Work to complete: If a line in the records below contains the word "cover", copy it.

Recorded information below:

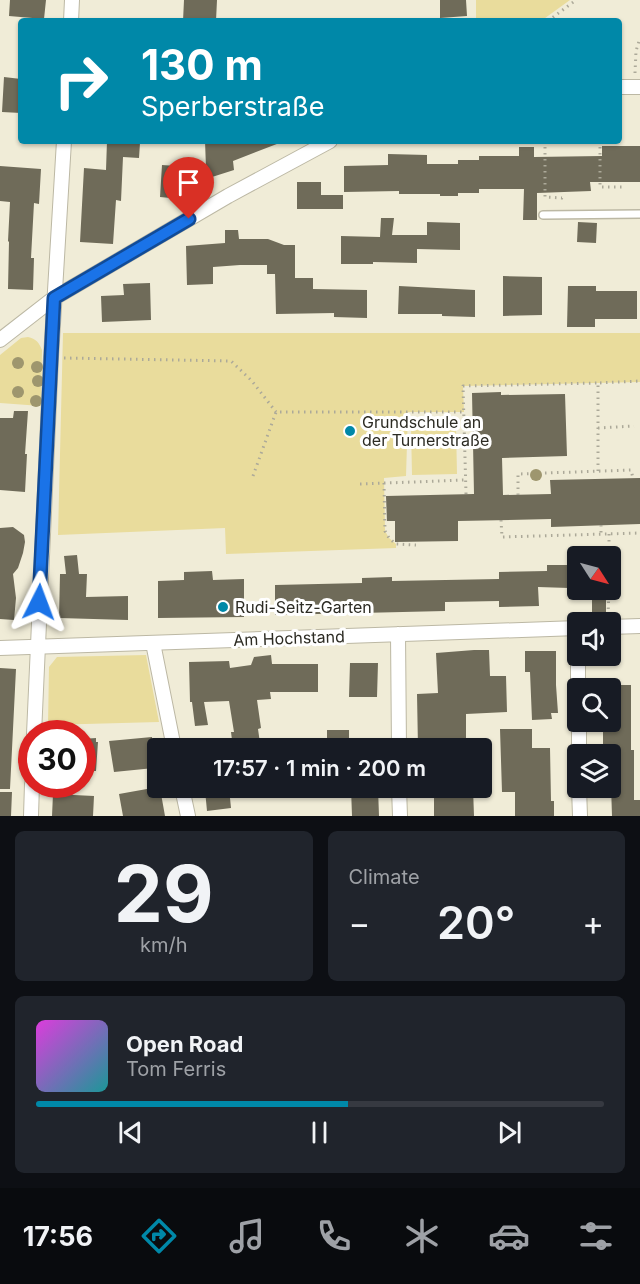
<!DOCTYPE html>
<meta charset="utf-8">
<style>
body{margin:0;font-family:Inter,sans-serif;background:#20242c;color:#f1f3f6;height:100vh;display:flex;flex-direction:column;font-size:22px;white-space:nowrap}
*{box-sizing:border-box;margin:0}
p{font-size:20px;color:#9ea1a6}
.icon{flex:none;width:33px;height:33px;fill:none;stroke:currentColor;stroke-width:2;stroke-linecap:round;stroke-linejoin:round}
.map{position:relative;height:816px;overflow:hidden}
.drawer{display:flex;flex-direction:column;gap:15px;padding:15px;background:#0d0f14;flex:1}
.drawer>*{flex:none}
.banner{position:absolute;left:18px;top:18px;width:604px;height:126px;border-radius:6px;box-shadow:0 2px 4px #0004;background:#0088a8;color:#fff;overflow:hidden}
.needle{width:39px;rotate:126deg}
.fabs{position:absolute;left:567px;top:546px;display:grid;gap:12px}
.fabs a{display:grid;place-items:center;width:54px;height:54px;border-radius:6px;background:#171b24;box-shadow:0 2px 4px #0004;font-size:30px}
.speed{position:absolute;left:18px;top:720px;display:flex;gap:12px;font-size:30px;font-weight:700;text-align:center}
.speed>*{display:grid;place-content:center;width:78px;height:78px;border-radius:50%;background:#171b24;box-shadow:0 2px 4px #0004;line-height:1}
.speed .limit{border:9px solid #d22;background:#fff;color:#111}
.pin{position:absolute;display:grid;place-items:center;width:51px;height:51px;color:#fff;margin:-62px -26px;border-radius:50% 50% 50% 0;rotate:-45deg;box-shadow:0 0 6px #0007}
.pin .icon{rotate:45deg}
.me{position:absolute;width:66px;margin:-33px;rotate:3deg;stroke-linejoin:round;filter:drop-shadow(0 0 4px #0008)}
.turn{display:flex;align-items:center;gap:21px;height:126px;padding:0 24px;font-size:27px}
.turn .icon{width:78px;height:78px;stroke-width:2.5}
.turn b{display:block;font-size:42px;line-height:51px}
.big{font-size:45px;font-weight:600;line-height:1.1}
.drawer .card{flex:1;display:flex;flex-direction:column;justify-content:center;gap:9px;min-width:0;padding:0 21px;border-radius:9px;background:#20242c}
.drawer .dial{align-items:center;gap:0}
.dial b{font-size:78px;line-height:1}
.song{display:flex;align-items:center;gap:18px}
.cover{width:72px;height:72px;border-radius:9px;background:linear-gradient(135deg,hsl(300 70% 55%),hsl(180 70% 35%))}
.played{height:6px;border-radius:3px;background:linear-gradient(90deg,#0088a8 55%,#363941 55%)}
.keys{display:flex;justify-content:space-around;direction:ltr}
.heat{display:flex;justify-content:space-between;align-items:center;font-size:33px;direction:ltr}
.drawer .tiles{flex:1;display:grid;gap:15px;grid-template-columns:1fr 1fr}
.card:last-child{grid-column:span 2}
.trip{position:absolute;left:147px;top:738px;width:345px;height:60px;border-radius:6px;background:#171b24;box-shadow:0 2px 4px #0004;font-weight:600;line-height:60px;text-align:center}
.dock{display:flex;height:96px;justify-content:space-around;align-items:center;background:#090b0e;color:#9ea1a6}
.dock .icon{width:42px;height:42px}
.dock .active{color:#0088a8}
.dock b{font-size:27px;color:#f1f3f6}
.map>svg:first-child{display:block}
</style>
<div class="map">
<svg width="640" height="816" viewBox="0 0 640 816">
<rect width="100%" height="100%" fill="#f0ecd7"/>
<path fill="#e9dc9c" d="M 476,0 L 570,0 L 541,21 L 476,21 Z
M 63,333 L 640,333 L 640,382 L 463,386 L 464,412 L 408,412 L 406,476 L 384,478 L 385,531 L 389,538 L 396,544 L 396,548 L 226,554 L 225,528 L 58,535 Z
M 28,337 C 36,339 39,342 42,350 L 41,406 L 0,403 L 0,355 L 21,338 Z
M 456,426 L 457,474 L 412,475 L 411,427 Z
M 146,655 L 159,722 L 48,725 L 49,667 L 57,657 Z"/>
<path fill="#6f6b59" d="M 10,0 L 46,0 L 44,19 L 9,16 Z
M 184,0 L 217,0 L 216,21 L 183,21 Z
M 440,0 L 466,0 L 467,16 L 440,18 Z
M 4,77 L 21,79 L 21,113 L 2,112 Z
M 107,141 L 136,141 L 136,142 L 140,143 L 139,158 L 123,157 L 121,201 L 116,200 L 113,244 L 80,242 L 84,168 L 106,170 Z
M 205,141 L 282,141 L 282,142 L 233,161 L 234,170 L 190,184 L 190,192 L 181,192 L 181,199 L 160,197 L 162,165 L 206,168 Z
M 602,146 L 640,146 L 640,182 L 590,182 L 591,191 L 537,193 L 537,220 L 523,220 L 524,189 L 479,189 L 479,193 L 458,193 L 458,196 L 440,196 L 440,194 L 399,194 L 399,191 L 344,192 L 344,166 L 388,165 L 388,154 L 427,155 L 427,164 L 458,164 L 458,160 L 479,160 L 479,156 L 519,156 L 519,147 L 534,147 L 534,157 L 602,156 Z
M 0,166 L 41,169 L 39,204 L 34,203 L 31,258 L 34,258 L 33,290 L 8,289 L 9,242 L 8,241 L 10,202 L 0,201 Z
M 297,182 L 321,182 L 321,195 L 343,195 L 343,209 L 297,209 Z
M 381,218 L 394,218 L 392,235 L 427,235 L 427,222 L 460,223 L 460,250 L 417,249 L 417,263 L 373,262 L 373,264 L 341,264 L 341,236 L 380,237 Z
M 578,222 L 597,223 L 596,243 L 577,242 Z
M 225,230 L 238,230 L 239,239 L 268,239 L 284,245 L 295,245 L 295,278 L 313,278 L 313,289 L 367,290 L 367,318 L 334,317 L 334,313 L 276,314 L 275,274 L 267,274 L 267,265 L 240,265 L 213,267 L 213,284 L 187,285 L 186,246 L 225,243 Z
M 503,276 L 542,277 L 542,315 L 503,316 Z
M 150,283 L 151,320 L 102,322 L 101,296 L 124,295 L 123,284 Z
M 399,286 L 475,290 L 475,317 L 442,316 L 442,314 L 398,314 Z
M 568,286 L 596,286 L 596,291 L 637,291 L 637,319 L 595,319 L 595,327 L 567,327 Z
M 501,392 L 501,395 L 565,394 L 567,456 L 502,458 L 503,495 L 551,494 L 550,480 L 640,478 L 640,524 L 551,527 L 551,519 L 458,521 L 458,541 L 395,542 L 395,521 L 387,521 L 386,496 L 474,494 L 472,393 Z
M 14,411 L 28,411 L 25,454 L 27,454 L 25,492 L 0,490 L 0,418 L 13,418 Z
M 13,527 L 24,535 L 25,542 L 23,553 L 18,568 L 13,574 L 16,598 L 14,620 L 0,619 L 0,528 Z
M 77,555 L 79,574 L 87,574 L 86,597 L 128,596 L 128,620 L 59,618 L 60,574 L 66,574 L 64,556 Z
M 547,565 L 570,565 L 569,588 L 538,587 L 539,606 L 499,607 L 499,601 L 445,602 L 445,611 L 275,615 L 275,585 L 362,583 L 362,578 L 392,577 L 392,581 L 499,579 L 499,572 L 547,571 Z
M 212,571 L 213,580 L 244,579 L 244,617 L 158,618 L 158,581 L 184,580 L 184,572 Z
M 592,595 L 606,595 L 606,617 L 592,617 Z
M 474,650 L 489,650 L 490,676 L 506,676 L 507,712 L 466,714 L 466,745 L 457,745 L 458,748 L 418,748 L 417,694 L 438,693 L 436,653 Z
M 525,651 L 556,651 L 556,685 L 558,713 L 551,713 L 552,719 L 532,720 L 530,672 L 525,672 Z
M 271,655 L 272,664 L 318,664 L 318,692 L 270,692 L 271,699 L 257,700 L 261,728 L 258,729 L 260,743 L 257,744 L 258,748 L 233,748 L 231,732 L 234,732 L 229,701 L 204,702 L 208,725 L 195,726 L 192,702 L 190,702 L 189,662 L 229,661 L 230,668 L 251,665 L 254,657 Z
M 350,663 L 378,663 L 377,697 L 349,697 Z
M 0,668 L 16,669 L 10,789 L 0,789 Z
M 610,685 L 631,685 L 631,750 L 634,750 L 634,800 L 640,800 L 640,816 L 612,816 L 610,754 L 603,754 L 603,722 L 610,722 Z
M 500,729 L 532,729 L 532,748 L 550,748 L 551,801 L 554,801 L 554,816 L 515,816 L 515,792 L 502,792 Z
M 327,730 L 349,730 L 349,748 L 327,748 Z
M 152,737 L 154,768 L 114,772 L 109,741 Z
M 96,738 L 96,742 L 98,742 L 96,771 L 82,771 L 82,739 Z
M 158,787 L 160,788 L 165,816 L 123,816 L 119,794 Z
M 220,788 L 229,788 L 231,808 L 207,811 L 205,790 Z
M 351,788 L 378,788 L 379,816 L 352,816 Z
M 434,788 L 473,788 L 474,816 L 434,816 Z
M 0,792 L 12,792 L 11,816 L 0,816 Z
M 53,794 L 94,796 L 93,816 L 52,816 Z"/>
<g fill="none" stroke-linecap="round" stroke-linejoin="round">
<g stroke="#bcb8a4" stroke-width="10">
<path id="service" d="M 543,215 L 640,214"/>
</g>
<g stroke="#bcb8a4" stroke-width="16">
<path id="minor" d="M 71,21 L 72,0
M 620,87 L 640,87
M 0,340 L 54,298 L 228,196 L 330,141
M 610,627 L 640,626
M 398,634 L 399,748
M 153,643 L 174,748
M 0,648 L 578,628
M 578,656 L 578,688
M 579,722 L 579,754
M 34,734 L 51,357 L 64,141
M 182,788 L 188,816
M 399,788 L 400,816
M 579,788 L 580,816
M 31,816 L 32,784"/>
</g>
<path stroke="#aca999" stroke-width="3" stroke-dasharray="1.5 4.5" stroke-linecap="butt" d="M 548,21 L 576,0
M 635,73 L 636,51 L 640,38
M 545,141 L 545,197 L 562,198 L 566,195
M 600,141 L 600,187 L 625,187
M 64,358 L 231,361 L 252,381 L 276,412
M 598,428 L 634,426
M 598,471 L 598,383 L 640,381
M 253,476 L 276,412 L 464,412
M 384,483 L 385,531 L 389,538 L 396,544 L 416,545
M 360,484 L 465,480
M 466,494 L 463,386 L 598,383
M 518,495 L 518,474 L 631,470 L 633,478
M 501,520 L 502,537 L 640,533
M 601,525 L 601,534
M 609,534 L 609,556
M 608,615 L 609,590"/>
<use href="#service" stroke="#fff" stroke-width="7"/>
<use href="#minor" stroke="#fff" stroke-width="14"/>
</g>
<g fill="#9e966e">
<circle cx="18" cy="363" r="6"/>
<circle cx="37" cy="367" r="6"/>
<circle cx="38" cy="381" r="6"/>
<circle cx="18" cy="392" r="6"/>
<circle cx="36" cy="401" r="6"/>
<circle cx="536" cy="475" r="6"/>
</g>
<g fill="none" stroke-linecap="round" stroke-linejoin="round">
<g stroke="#114b97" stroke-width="15">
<path id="route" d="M 39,602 L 54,298 L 189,219"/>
</g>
<use href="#route" stroke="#1a73e8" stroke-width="10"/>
</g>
<g fill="#0088a8" stroke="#fff" stroke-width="2">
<circle cx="350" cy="431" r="6"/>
<circle cx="223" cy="607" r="6"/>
</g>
<g text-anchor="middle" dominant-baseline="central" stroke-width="6" stroke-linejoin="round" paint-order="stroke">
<g font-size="16" fill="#2c2b23" stroke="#fff" text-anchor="start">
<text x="362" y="422">Grundschule an<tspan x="362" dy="18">der Turnerstraße</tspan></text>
<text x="235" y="607">Rudi-Seitz-Garten</text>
</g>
<g font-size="16" fill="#2c2b23" stroke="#fff">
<text transform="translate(289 638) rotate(-2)">Am Hochstand</text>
</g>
</g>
</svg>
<div class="fabs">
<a><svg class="needle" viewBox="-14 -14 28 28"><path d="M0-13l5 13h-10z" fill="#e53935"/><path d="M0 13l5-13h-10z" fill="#9ea1a6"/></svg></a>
<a><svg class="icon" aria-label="sound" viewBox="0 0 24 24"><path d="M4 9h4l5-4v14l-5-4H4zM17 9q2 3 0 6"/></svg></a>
<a><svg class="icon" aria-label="search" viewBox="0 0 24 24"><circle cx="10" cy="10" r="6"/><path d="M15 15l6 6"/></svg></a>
<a><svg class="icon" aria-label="layers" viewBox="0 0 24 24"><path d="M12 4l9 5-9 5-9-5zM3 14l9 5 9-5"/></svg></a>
</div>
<div class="speed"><div class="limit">30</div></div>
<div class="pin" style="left:189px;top:219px;background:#d93025"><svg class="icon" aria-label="arrive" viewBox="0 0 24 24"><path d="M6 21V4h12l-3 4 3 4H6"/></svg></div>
<svg class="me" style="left:39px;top:602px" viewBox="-20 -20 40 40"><path d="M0-17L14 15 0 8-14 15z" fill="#1a73e8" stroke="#fff" stroke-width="4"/></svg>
<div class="trip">17:57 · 1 min · 200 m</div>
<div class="banner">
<div class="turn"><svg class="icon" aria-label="right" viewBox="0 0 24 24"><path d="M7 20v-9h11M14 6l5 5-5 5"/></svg><div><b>130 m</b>Sperberstraße</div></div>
</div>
</div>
<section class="drawer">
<div class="tiles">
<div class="card dial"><b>29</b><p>km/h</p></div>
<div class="card"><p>Climate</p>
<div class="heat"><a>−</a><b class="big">20°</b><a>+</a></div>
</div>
<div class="card">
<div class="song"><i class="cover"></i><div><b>Open Road</b><p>Tom Ferris</p></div></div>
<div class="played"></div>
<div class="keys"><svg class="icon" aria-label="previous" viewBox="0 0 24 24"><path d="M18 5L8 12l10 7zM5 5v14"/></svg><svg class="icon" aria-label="pause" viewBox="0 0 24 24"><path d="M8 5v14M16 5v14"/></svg><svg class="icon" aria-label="next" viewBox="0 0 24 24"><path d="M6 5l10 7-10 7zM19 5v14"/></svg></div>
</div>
</div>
</section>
<nav class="dock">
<b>17:56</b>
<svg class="icon active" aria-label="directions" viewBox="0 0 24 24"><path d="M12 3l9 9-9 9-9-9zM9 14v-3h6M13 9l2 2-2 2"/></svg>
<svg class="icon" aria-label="music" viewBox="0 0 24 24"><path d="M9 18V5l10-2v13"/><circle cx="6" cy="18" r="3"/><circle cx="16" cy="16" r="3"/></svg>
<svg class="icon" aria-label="phone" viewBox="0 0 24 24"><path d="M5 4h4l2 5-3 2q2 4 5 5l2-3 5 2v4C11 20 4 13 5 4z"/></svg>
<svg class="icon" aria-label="climate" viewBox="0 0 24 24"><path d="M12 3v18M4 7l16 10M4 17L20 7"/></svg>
<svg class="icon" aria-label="car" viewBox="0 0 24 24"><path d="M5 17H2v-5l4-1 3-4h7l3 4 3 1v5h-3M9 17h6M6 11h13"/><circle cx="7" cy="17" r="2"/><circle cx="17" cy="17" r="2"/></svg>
<svg class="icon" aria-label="filters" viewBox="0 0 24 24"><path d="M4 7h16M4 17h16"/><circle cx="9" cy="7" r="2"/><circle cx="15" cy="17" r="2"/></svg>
</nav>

End of Recorded information.

Response:
.cover{width:72px;height:72px;border-radius:9px;background:linear-gradient(135deg,hsl(300 70% 55%),hsl(180 70% 35%))}
<div class="song"><i class="cover"></i><div><b>Open Road</b><p>Tom Ferris</p></div></div>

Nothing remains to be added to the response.